Records contained in a dataset

Content starts

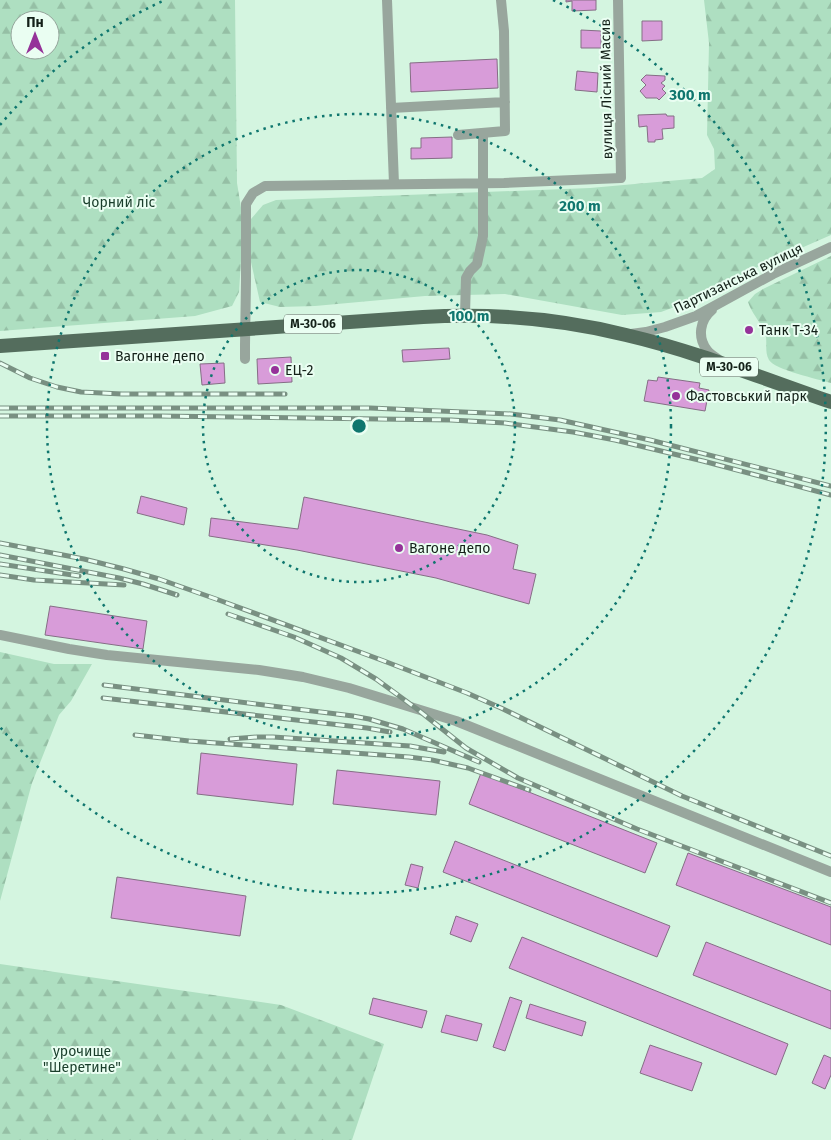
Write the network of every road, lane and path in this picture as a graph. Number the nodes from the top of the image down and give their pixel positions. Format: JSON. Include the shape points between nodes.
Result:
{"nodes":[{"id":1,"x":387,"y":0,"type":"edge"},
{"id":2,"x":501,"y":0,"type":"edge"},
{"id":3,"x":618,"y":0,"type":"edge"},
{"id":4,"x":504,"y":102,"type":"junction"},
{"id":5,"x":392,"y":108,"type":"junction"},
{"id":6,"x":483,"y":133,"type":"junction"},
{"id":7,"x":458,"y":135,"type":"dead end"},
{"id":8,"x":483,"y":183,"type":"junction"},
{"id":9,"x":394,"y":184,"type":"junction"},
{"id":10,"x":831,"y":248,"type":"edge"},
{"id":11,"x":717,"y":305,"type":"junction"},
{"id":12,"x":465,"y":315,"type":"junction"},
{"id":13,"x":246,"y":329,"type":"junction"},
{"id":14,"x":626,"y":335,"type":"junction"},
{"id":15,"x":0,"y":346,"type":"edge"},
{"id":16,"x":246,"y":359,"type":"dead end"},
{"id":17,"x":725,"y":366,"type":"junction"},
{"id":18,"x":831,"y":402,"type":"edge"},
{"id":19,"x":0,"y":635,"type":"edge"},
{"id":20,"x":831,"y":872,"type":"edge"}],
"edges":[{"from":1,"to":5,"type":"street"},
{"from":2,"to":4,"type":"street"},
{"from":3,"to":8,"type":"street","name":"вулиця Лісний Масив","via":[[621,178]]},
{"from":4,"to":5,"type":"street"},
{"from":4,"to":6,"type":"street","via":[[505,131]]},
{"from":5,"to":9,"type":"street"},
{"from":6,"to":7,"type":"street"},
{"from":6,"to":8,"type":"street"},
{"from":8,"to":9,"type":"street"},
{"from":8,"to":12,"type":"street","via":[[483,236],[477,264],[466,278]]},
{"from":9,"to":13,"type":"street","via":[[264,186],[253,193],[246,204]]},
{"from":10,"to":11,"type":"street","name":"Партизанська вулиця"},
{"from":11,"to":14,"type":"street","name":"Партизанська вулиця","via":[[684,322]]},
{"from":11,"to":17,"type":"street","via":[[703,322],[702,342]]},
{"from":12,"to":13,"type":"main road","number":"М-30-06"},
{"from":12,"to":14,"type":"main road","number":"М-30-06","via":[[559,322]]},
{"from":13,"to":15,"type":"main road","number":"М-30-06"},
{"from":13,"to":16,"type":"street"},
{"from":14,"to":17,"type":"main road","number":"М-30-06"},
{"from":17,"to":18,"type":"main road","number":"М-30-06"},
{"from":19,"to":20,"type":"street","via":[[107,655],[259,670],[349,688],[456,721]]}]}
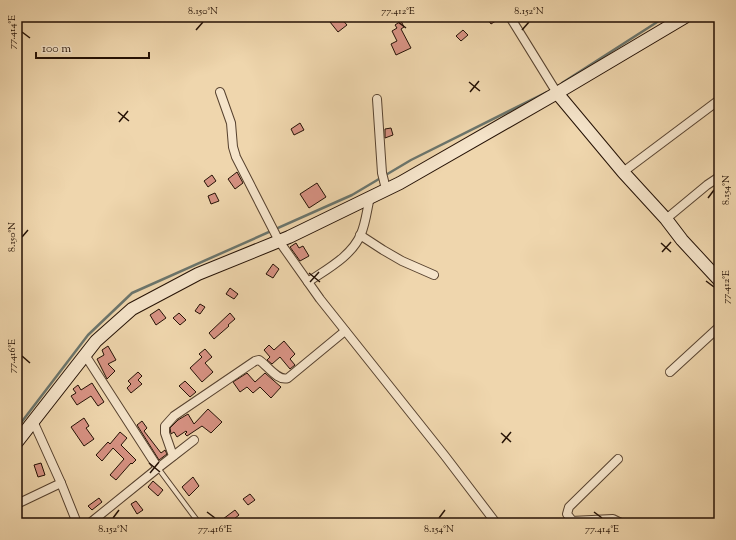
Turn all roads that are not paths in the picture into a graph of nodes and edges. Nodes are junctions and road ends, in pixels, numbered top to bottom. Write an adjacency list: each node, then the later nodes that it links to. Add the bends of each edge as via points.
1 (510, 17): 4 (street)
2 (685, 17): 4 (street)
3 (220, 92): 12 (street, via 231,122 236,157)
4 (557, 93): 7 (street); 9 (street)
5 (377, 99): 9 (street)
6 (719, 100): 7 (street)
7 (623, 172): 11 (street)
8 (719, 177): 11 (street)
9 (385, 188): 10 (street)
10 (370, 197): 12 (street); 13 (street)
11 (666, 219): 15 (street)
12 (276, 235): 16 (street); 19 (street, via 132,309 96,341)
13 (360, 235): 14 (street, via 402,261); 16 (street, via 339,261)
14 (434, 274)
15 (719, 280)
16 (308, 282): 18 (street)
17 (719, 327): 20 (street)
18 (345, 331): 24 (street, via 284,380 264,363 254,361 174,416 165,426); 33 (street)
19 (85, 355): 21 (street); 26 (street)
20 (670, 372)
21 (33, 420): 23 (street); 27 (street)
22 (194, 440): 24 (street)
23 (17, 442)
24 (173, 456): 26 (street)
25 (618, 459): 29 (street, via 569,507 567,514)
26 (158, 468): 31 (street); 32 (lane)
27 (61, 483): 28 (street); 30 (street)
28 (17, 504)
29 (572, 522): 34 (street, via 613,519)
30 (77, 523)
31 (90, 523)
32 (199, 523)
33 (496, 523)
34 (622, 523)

Content ends
Content starts

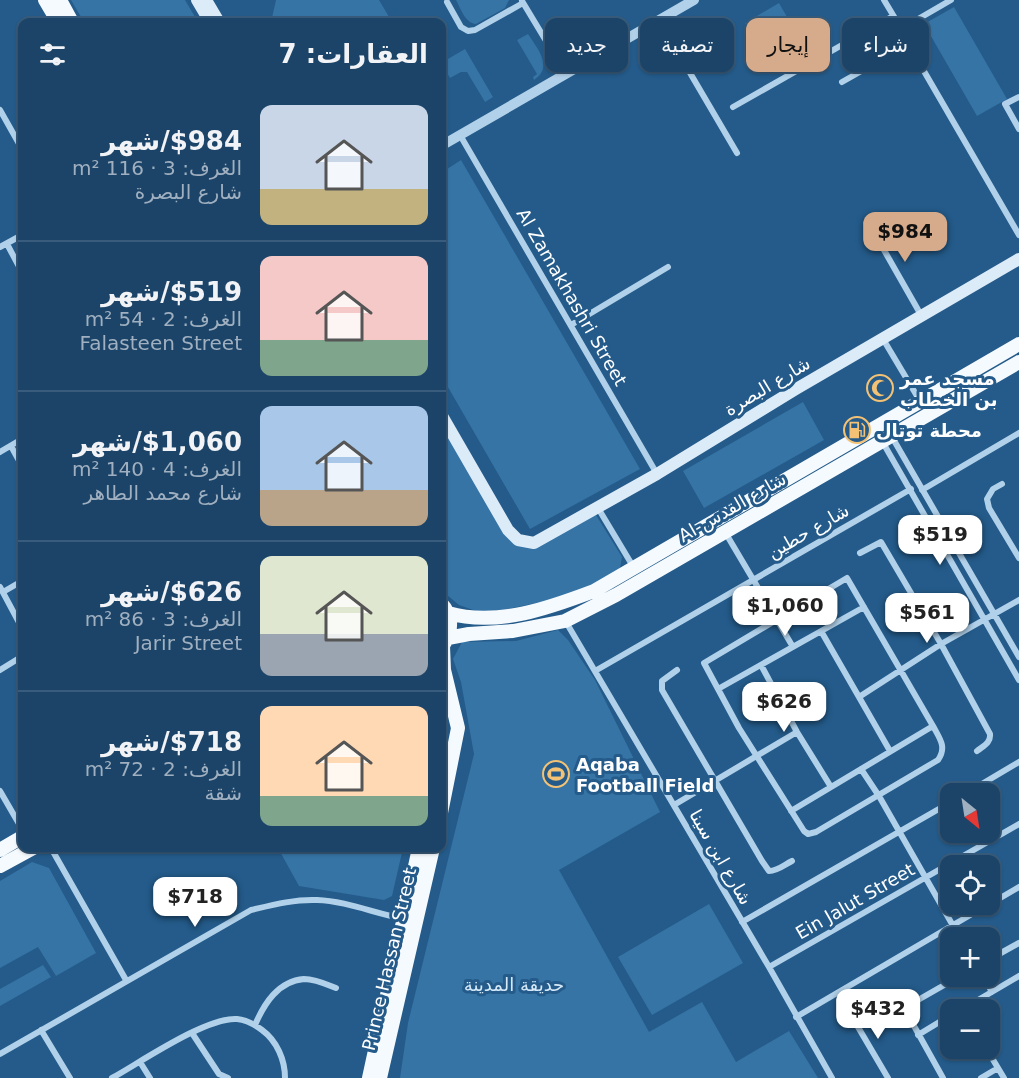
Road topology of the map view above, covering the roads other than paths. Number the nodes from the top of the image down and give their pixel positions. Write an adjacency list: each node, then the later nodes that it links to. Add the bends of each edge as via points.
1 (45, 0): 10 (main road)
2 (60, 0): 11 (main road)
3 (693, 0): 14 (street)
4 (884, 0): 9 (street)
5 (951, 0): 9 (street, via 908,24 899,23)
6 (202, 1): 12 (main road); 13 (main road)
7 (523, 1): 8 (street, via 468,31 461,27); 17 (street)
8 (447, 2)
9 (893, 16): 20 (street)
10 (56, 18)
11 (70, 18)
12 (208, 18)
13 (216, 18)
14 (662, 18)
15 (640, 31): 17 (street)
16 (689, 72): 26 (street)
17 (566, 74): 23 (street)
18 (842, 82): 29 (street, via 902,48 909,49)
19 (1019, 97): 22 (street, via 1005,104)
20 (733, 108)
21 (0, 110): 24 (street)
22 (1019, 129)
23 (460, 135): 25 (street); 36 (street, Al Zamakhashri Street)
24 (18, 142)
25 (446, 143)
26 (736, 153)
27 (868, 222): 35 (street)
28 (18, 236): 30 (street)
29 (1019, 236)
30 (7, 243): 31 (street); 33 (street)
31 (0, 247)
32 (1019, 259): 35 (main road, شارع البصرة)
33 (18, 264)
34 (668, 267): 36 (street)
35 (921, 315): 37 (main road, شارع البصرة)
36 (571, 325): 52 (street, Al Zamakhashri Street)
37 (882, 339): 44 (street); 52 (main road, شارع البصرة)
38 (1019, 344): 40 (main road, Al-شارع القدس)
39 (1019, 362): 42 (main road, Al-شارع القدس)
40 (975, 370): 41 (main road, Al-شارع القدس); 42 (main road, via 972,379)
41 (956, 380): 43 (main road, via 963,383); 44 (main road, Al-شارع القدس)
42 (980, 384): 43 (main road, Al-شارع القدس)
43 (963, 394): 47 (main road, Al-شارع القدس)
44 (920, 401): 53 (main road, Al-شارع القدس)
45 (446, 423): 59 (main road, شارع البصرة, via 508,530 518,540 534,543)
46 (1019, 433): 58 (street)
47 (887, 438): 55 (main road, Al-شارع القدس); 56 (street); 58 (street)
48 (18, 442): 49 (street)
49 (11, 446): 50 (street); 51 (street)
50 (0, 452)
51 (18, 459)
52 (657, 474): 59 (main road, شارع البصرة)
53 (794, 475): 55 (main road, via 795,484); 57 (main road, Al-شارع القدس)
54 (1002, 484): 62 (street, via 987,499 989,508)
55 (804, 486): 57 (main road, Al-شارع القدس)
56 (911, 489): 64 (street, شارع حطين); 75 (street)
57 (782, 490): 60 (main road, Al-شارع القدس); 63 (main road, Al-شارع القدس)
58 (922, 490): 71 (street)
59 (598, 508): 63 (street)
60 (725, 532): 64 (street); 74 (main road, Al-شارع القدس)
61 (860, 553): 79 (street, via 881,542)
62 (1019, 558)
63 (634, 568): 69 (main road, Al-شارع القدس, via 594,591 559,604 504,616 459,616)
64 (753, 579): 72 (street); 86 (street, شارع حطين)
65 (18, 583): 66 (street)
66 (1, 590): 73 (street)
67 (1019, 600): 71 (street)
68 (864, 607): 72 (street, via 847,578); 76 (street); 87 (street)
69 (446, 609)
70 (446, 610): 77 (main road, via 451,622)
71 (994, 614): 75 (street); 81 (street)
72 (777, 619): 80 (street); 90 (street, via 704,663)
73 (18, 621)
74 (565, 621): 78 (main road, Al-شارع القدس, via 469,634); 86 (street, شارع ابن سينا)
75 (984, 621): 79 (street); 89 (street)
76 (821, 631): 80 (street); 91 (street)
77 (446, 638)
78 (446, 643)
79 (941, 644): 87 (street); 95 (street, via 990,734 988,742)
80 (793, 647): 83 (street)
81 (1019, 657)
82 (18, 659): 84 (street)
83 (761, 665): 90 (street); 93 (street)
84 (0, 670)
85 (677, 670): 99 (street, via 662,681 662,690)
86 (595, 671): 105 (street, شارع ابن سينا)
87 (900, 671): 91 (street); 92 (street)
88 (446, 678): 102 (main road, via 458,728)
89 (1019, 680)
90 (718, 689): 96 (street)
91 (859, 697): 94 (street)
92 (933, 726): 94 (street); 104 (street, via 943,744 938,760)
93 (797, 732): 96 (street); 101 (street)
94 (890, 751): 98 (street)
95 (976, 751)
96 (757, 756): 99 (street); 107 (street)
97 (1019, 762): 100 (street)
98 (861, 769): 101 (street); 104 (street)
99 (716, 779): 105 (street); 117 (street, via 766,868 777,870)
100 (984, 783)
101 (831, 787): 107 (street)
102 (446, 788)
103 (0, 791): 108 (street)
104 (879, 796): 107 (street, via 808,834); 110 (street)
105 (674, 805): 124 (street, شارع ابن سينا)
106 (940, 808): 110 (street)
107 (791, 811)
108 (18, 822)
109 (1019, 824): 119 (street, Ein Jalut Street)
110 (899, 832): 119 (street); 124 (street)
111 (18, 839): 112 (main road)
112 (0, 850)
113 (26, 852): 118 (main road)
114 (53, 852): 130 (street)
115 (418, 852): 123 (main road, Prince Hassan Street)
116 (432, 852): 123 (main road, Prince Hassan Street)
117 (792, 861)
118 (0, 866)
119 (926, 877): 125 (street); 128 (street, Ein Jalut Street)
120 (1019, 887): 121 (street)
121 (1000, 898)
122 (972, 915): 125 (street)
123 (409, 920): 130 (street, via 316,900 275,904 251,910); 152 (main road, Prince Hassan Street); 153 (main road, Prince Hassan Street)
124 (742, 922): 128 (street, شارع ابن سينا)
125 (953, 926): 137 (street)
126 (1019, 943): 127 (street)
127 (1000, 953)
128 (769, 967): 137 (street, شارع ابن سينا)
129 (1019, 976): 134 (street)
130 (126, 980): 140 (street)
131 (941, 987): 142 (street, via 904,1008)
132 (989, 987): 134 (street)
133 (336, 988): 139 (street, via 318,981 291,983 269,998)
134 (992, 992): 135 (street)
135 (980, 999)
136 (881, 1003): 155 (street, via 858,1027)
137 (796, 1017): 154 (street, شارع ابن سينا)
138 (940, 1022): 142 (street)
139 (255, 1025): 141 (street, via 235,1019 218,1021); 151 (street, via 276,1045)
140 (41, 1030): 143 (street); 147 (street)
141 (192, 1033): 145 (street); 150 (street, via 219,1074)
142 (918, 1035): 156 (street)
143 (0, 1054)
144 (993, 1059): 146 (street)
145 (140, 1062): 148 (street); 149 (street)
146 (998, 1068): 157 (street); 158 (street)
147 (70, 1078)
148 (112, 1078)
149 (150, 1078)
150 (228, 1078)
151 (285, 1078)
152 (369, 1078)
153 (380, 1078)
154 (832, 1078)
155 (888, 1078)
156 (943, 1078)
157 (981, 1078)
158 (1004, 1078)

Content ends

Say how many lines above contain the string "adjacency". Answer with the number only.

> [Written response]:
2